At the insistence of our favorite babysitter, Kathy Schnell – think a country Mary Poppins – our parents enrolled my sister and I in 4-H. Kathy and her sisters showed polled Herefords, goats and vegetables. Their mom was the leader and Kathy convinced my parents that their two farm girls and one farm boy would benefit greatly from monthly club meetings, service projects and those dreaded (my words, not hers) talks and demonstrations.
So, we joined Kathy’s club, Golden Aces, which was filled with kids from a neighboring school district. No one we knew. I was a painfully shy 9-year old at the time and while I was never the new kid in school, I know what that feels like. Walking into that first 4-H meeting, all those eyes looking, watching, wondering who are these kids? Thank God for my very outgoing younger sis. By her side, I navigated the social pitfalls of being the new kid and eventually secured a little self-confidence and a whole lot of awesome memories and life experience.
For several years, my annual talk and or demonstration created much angst for my entire family. Oh, the anxiety! Every 4-H member has to stand before his/her club and give a speech or demonstration about his/her project. I don’t know how many “how to make rice krispies” demonstrations I’ve sat through. I know I gave my fair share of “identifying cattle breeds.” We’d all stand rooted in one spot clutching our note cards and every speech started the same. “Hi. My name is Katie Dallam and this is my 6th year in 4-H. Tonight I will tell you how to show a cow.” Oh dear. Do you remember your 4-H talks?
Or what about those early mornings cleaning the club’s section of road ditches? I don’t know why we’d start off in the morning when the dew was heavy. We’d be soaked within minutes, but I don’t remember hating the job because we did it with friends and some pretty cool parent leaders who took their Saturday mornings to show a group of young people how to give back.

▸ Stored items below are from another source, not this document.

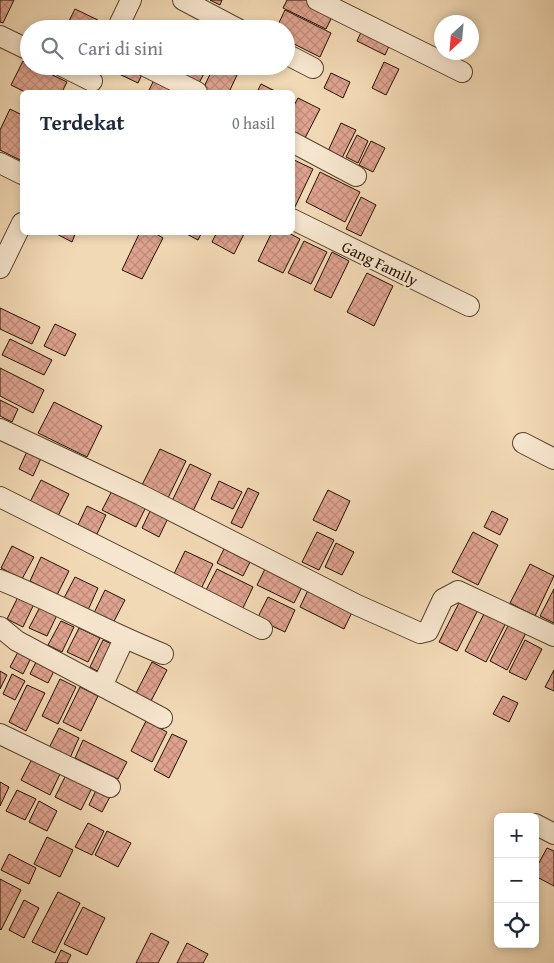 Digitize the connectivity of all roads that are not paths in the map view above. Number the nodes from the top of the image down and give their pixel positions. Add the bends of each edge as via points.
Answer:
1 (131, 0) edge
2 (183, 0) edge
3 (317, 0) edge
4 (121, 20) edge
5 (221, 20) edge
6 (0, 36) edge
7 (20, 46) edge
8 (295, 59) edge
9 (313, 68) dead end
10 (462, 72) dead end
11 (163, 75) edge
12 (193, 90) edge
13 (295, 144) edge
14 (0, 163) edge
15 (20, 173) edge
16 (356, 176) dead end
17 (295, 220) edge
18 (20, 227) edge
19 (0, 268) edge
20 (468, 306) dead end
21 (0, 428) edge
22 (524, 443) dead end
23 (554, 458) edge
24 (0, 497) edge
25 (0, 580) edge
26 (0, 627) edge
27 (262, 629) dead end
28 (554, 636) edge
29 (124, 639) junction
30 (163, 654) dead end
31 (102, 686) junction
32 (162, 718) dead end
33 (0, 734) edge
34 (110, 787) dead end
35 (539, 826) edge
36 (554, 834) edge

1 - 4 street
2 - 5 street
3 - 10 street
6 - 7 street
8 - 9 street
11 - 12 street
13 - 16 street
14 - 15 street
17 - 20 street, Gang Family
18 - 19 street
21 - 28 street via 420,633 428,631 443,599 458,591
22 - 23 street
24 - 27 street
25 - 29 street via 72,611
26 - 31 street via 17,641
29 - 30 street
29 - 31 street
31 - 32 street
33 - 34 street
35 - 36 street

And of course there is the responsibility part of 4-H – the responsibility, accountability and follow-through, because as my parents were prone to point out, it wasn’t their 4-H projects being swallowed by weeds or waiting for morning chores, it was ours. My beef and dairy cattle projects taught me patience (lots and lots of patience; it’s a virtue I’m still learning), commitment to something other than me (those cows couldn’t feed and water themselves), and the value of the almighty dollar. Those projects funded my college education.
At 9-years old, of course, I didn’t realize how 4-H would shape my life. Looking back I can clearly see the link between the life I live today and that green four leaf clover. The 4-H motto is to make the best better. Isn’t that what we strive to do each day? Maybe not in a big, splashy, look-at-me fashion, but in subtle ways we don’t even realize. Each day is our opportunity to make our farms, our communities, our children, our schools, and ourselves better than we were the day before.
Hmmm. . . note to Mom, Dad, sis and lil’ bro, thanks for pushing me past the tears and “no, I don’t want to go” all those years. I think it’s the best decision you ever made.